Problem requirements: The lines to find are those in the entries that hold the word "AMAZONAS"; copy every one of them.

Input for this task:
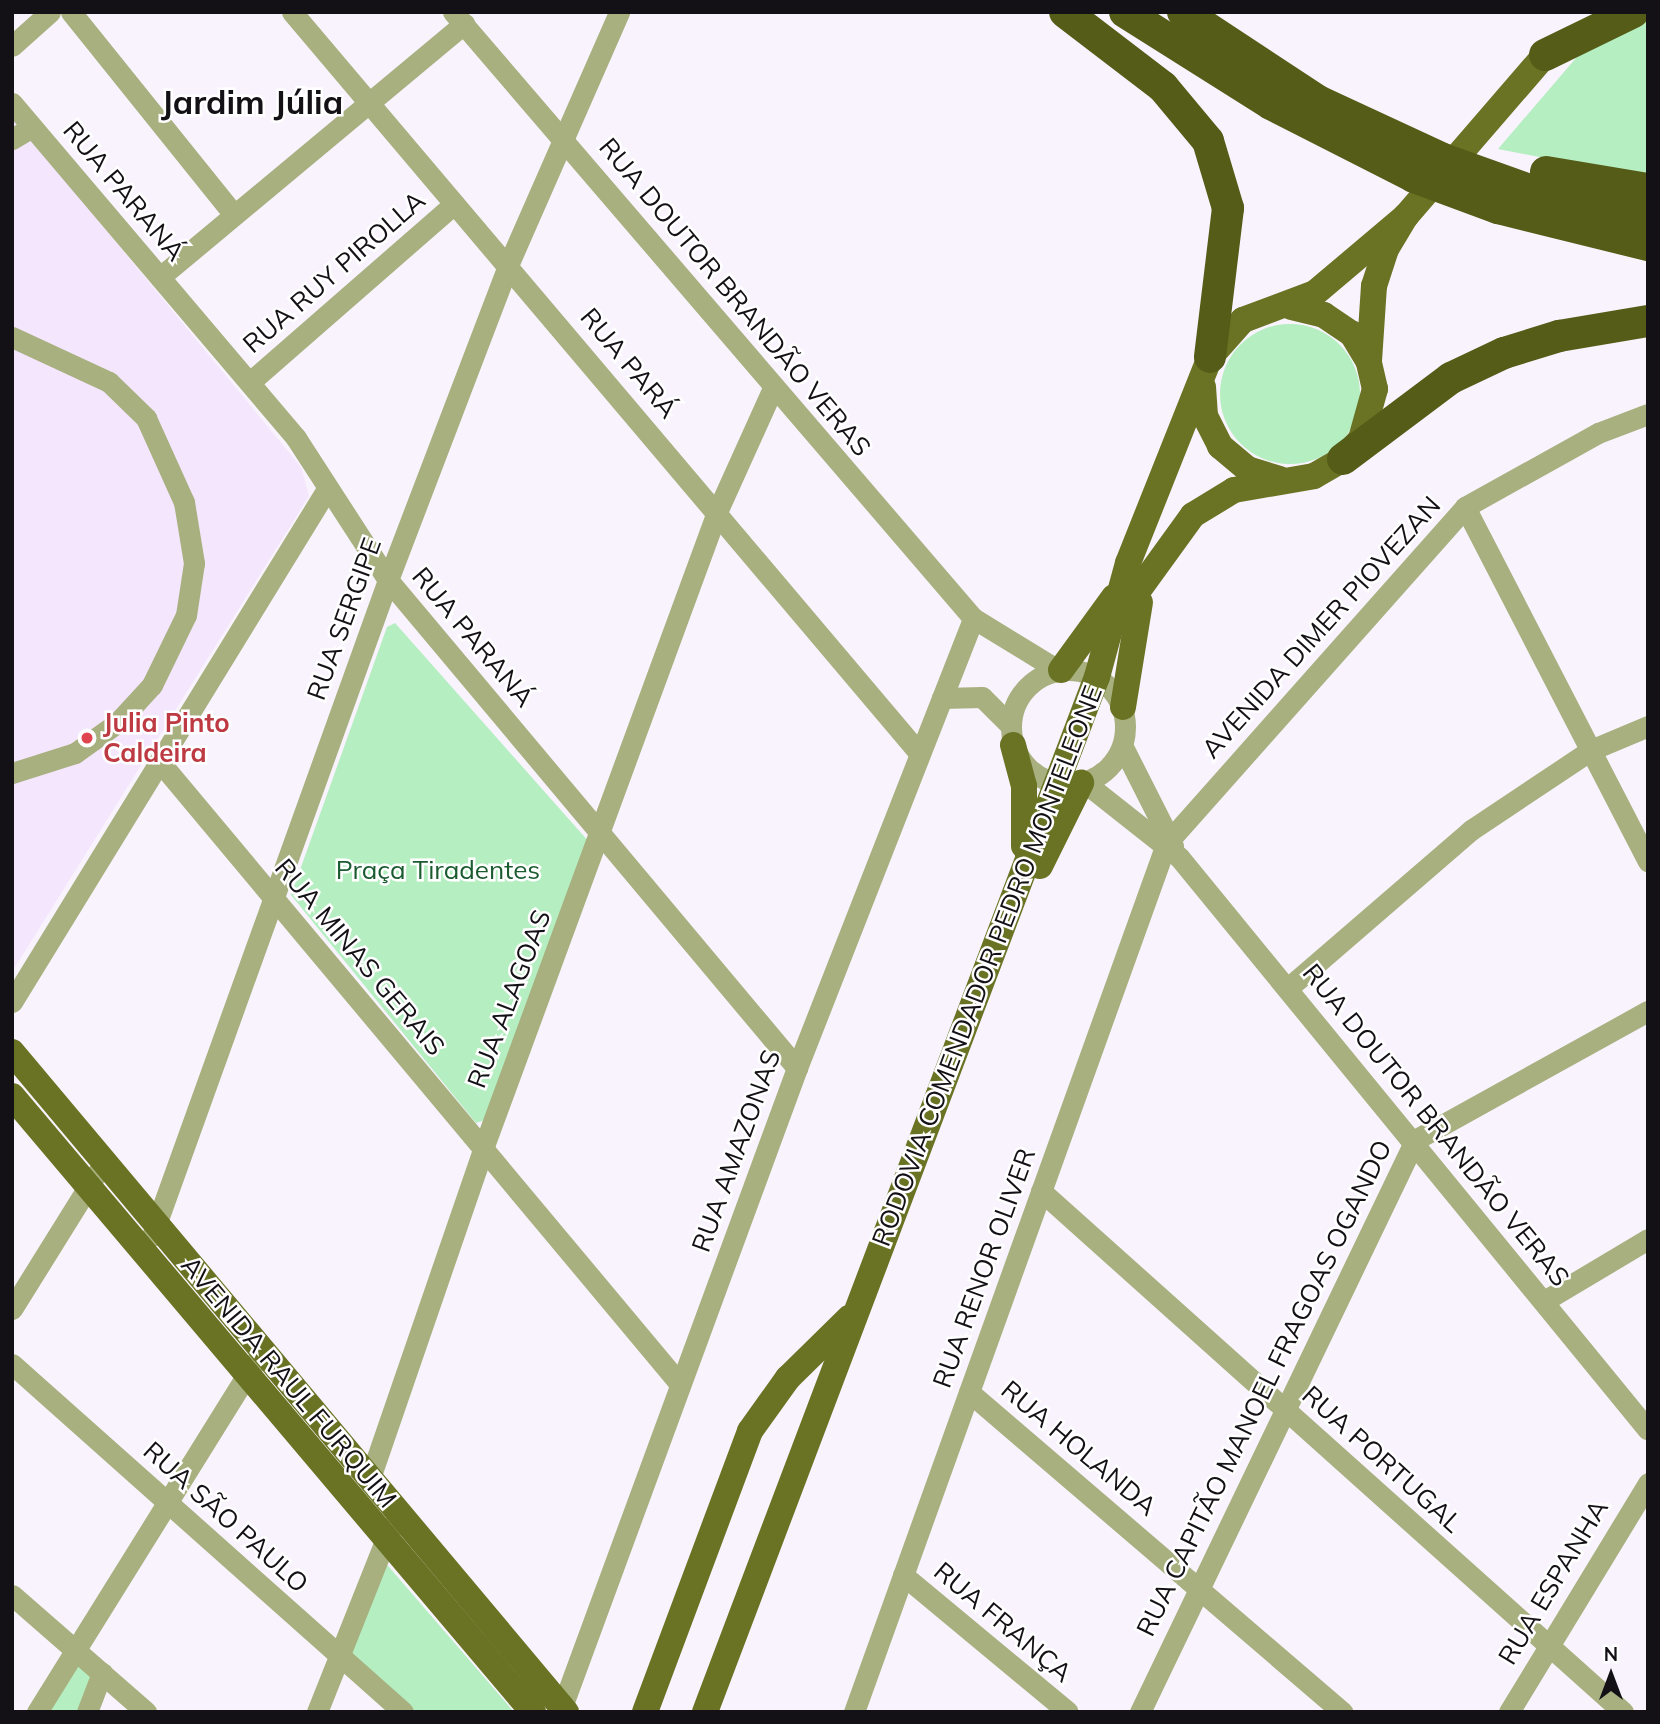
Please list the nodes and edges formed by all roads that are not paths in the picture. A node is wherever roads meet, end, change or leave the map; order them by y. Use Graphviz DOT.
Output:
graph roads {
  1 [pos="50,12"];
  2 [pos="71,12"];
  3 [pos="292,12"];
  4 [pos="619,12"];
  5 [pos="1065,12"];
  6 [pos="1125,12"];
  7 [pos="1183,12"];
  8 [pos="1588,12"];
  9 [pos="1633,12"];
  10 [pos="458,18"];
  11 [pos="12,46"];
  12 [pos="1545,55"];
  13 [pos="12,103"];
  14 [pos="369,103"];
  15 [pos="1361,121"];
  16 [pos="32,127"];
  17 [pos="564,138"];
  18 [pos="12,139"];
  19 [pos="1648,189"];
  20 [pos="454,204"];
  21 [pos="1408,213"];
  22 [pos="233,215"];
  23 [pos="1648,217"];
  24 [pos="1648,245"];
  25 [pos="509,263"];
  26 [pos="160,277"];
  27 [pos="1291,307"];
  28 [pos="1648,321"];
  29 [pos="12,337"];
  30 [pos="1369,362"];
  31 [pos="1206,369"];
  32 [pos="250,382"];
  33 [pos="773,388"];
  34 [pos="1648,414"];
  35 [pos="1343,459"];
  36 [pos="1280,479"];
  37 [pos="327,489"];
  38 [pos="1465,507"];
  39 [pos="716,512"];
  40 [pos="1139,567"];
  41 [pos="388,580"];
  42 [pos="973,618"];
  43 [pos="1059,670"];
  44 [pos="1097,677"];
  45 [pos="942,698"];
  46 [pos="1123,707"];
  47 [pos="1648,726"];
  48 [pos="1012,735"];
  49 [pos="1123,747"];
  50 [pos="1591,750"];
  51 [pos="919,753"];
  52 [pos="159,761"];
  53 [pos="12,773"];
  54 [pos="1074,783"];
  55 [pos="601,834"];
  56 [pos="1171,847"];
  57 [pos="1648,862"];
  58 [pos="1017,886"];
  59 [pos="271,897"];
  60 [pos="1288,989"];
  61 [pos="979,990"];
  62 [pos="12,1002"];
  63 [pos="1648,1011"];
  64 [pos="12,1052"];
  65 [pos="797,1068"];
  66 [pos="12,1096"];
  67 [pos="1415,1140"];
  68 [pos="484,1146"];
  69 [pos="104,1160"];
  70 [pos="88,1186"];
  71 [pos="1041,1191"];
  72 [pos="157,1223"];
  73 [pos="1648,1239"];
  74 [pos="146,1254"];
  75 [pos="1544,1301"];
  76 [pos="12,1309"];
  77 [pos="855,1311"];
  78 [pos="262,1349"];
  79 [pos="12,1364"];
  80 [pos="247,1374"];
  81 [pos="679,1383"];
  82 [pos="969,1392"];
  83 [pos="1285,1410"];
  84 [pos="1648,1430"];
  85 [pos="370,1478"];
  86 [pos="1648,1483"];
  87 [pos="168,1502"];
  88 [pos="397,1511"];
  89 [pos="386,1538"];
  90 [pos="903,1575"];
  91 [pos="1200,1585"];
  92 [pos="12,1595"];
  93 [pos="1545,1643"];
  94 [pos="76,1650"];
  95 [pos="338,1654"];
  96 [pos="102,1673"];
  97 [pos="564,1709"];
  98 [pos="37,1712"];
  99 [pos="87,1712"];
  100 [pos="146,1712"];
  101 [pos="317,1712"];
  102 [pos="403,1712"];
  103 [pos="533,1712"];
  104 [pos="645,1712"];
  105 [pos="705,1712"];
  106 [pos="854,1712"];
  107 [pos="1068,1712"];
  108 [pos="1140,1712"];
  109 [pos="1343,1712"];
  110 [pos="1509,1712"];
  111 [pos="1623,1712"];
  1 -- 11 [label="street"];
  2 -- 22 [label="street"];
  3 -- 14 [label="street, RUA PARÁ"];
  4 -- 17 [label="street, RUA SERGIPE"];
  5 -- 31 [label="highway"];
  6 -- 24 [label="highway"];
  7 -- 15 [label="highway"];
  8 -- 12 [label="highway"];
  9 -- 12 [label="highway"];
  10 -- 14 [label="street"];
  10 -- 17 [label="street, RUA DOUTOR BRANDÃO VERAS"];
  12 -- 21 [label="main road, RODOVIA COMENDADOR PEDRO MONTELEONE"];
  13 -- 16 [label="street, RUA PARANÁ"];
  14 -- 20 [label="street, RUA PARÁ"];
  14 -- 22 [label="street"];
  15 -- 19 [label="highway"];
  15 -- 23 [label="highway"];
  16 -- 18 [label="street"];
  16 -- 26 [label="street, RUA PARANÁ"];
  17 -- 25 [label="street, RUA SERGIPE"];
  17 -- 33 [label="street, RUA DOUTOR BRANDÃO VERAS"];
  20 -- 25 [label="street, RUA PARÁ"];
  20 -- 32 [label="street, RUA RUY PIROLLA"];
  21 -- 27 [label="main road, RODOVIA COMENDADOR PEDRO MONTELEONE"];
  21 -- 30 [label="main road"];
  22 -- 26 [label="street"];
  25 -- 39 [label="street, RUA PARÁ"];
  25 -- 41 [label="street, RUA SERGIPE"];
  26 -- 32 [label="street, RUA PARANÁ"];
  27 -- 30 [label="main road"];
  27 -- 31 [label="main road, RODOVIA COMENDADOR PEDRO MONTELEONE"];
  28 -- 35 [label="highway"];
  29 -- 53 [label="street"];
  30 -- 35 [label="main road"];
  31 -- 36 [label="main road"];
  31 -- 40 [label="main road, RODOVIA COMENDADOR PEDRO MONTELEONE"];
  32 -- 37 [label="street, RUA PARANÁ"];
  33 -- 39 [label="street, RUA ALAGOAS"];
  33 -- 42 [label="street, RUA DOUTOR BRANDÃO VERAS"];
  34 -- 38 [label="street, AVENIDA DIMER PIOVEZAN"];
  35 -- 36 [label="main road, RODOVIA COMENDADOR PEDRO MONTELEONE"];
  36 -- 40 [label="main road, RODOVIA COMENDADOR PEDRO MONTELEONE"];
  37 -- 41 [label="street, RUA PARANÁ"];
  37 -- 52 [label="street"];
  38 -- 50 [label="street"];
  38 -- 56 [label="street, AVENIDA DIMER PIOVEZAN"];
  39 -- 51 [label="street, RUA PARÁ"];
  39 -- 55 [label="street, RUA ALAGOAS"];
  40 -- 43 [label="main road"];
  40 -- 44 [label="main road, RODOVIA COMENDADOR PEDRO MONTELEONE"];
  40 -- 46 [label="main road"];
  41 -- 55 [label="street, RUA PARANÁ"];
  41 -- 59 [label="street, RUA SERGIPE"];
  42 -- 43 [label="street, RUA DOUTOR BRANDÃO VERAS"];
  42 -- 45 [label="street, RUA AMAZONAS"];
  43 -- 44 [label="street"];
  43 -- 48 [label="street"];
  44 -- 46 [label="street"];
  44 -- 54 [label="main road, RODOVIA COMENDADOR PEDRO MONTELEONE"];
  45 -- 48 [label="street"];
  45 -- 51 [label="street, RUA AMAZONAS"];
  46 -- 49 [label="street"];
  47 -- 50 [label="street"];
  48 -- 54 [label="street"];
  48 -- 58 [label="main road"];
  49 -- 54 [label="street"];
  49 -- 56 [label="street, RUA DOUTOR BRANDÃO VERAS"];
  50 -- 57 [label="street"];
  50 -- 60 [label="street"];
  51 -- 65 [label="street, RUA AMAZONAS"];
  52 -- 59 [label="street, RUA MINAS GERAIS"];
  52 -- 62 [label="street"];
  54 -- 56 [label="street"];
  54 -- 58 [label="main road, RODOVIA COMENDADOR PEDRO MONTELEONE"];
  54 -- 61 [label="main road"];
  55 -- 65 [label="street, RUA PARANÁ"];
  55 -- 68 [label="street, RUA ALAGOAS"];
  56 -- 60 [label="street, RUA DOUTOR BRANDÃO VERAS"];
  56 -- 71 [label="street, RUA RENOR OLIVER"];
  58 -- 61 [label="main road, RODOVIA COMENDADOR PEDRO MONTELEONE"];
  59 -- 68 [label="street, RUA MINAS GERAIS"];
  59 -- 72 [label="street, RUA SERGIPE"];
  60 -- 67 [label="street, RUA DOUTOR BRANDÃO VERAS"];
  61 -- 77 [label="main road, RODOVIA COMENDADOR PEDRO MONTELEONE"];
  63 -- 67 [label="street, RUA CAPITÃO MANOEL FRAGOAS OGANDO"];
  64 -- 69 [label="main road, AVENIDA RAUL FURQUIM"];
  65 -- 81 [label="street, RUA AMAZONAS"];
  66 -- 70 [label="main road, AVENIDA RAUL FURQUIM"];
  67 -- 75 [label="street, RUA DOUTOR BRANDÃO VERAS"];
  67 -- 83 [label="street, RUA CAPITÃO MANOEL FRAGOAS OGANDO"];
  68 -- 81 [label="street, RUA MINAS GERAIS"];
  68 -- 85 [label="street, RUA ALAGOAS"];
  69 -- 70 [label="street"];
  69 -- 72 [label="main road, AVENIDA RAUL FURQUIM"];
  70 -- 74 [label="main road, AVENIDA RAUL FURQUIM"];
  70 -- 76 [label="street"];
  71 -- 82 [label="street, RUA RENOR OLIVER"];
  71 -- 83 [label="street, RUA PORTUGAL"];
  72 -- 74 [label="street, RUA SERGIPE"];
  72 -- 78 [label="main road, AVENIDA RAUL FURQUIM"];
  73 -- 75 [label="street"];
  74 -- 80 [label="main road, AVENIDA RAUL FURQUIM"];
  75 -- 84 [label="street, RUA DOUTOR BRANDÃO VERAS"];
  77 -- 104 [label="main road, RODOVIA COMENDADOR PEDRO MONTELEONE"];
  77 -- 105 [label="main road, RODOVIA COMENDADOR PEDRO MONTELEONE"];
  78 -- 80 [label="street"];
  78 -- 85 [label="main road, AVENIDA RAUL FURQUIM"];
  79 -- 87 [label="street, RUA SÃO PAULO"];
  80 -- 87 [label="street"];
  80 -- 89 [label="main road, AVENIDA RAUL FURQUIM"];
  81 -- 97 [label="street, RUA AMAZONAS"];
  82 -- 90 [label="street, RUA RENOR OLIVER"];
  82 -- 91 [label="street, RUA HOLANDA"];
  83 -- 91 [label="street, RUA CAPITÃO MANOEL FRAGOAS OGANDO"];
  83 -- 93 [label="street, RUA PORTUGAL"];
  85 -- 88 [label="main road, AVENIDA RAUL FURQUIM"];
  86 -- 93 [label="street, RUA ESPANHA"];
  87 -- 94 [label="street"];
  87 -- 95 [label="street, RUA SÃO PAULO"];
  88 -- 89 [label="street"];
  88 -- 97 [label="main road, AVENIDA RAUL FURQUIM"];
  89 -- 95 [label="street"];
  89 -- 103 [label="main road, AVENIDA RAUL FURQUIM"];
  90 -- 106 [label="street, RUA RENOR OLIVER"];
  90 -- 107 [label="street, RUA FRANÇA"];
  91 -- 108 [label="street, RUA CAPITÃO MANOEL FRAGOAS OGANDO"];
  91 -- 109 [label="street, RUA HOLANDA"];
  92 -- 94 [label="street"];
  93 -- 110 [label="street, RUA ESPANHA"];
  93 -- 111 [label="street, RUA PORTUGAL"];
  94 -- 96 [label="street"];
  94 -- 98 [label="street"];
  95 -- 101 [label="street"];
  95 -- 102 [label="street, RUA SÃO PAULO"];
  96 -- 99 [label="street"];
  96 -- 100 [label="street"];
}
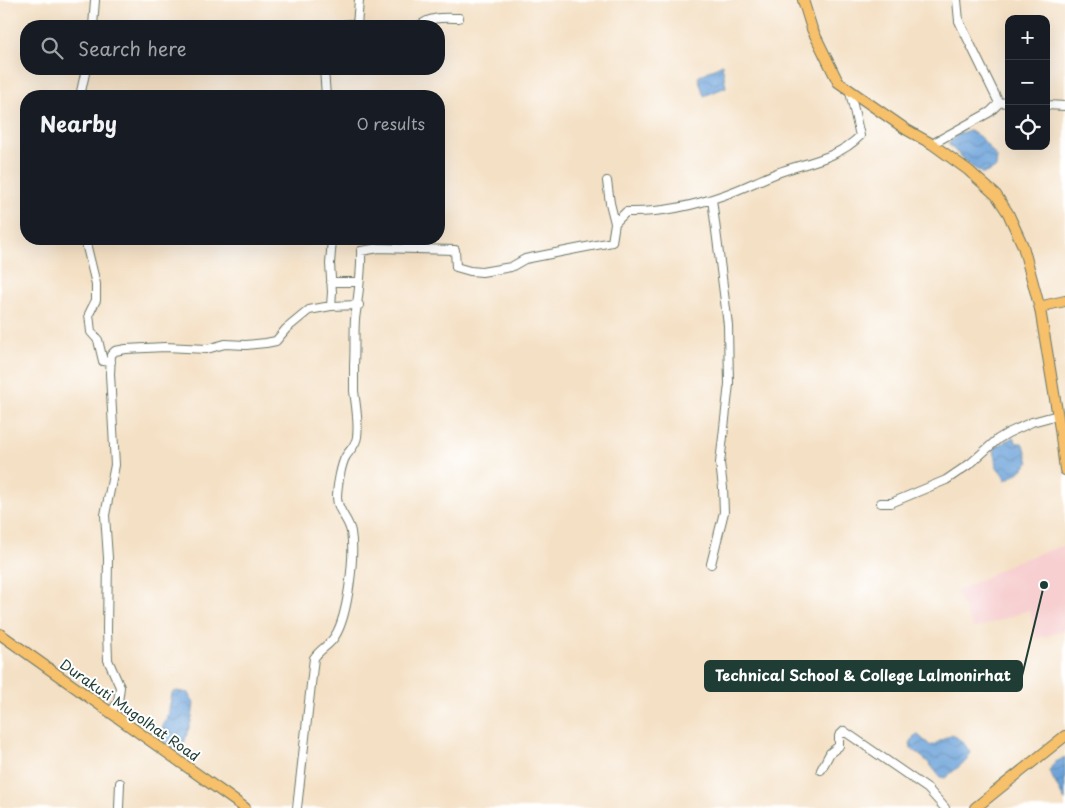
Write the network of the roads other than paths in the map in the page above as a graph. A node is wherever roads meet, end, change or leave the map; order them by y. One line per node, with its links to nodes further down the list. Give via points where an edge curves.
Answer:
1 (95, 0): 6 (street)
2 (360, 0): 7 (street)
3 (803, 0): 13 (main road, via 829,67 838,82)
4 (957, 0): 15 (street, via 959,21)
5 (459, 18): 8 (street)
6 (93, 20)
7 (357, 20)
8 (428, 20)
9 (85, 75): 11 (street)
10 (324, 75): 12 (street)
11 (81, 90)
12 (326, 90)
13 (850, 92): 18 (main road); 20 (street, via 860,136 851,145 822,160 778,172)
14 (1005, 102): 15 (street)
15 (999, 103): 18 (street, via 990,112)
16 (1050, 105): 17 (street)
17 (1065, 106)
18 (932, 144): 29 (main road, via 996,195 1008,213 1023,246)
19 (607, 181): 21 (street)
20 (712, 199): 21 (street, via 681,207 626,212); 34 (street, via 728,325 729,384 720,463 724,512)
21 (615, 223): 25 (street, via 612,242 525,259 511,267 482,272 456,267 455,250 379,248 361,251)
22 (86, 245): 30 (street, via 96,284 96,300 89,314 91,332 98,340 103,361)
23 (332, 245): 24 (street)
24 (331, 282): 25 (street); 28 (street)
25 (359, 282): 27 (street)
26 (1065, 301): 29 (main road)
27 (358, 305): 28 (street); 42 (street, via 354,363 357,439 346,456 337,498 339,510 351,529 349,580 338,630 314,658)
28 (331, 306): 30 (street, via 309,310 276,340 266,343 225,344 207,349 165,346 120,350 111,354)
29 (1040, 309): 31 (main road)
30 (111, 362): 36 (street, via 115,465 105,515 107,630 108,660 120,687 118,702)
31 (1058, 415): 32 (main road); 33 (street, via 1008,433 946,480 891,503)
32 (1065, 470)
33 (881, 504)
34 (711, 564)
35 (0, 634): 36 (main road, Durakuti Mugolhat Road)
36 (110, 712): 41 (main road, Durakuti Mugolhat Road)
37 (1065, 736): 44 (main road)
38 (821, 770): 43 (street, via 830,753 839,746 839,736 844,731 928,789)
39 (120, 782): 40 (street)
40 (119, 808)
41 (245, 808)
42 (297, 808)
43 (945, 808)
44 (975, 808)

Task answer:
  42 -- 45 [label="street, RUA AMAZONAS"];
  45 -- 51 [label="street, RUA AMAZONAS"];
  51 -- 65 [label="street, RUA AMAZONAS"];
  65 -- 81 [label="street, RUA AMAZONAS"];
  81 -- 97 [label="street, RUA AMAZONAS"];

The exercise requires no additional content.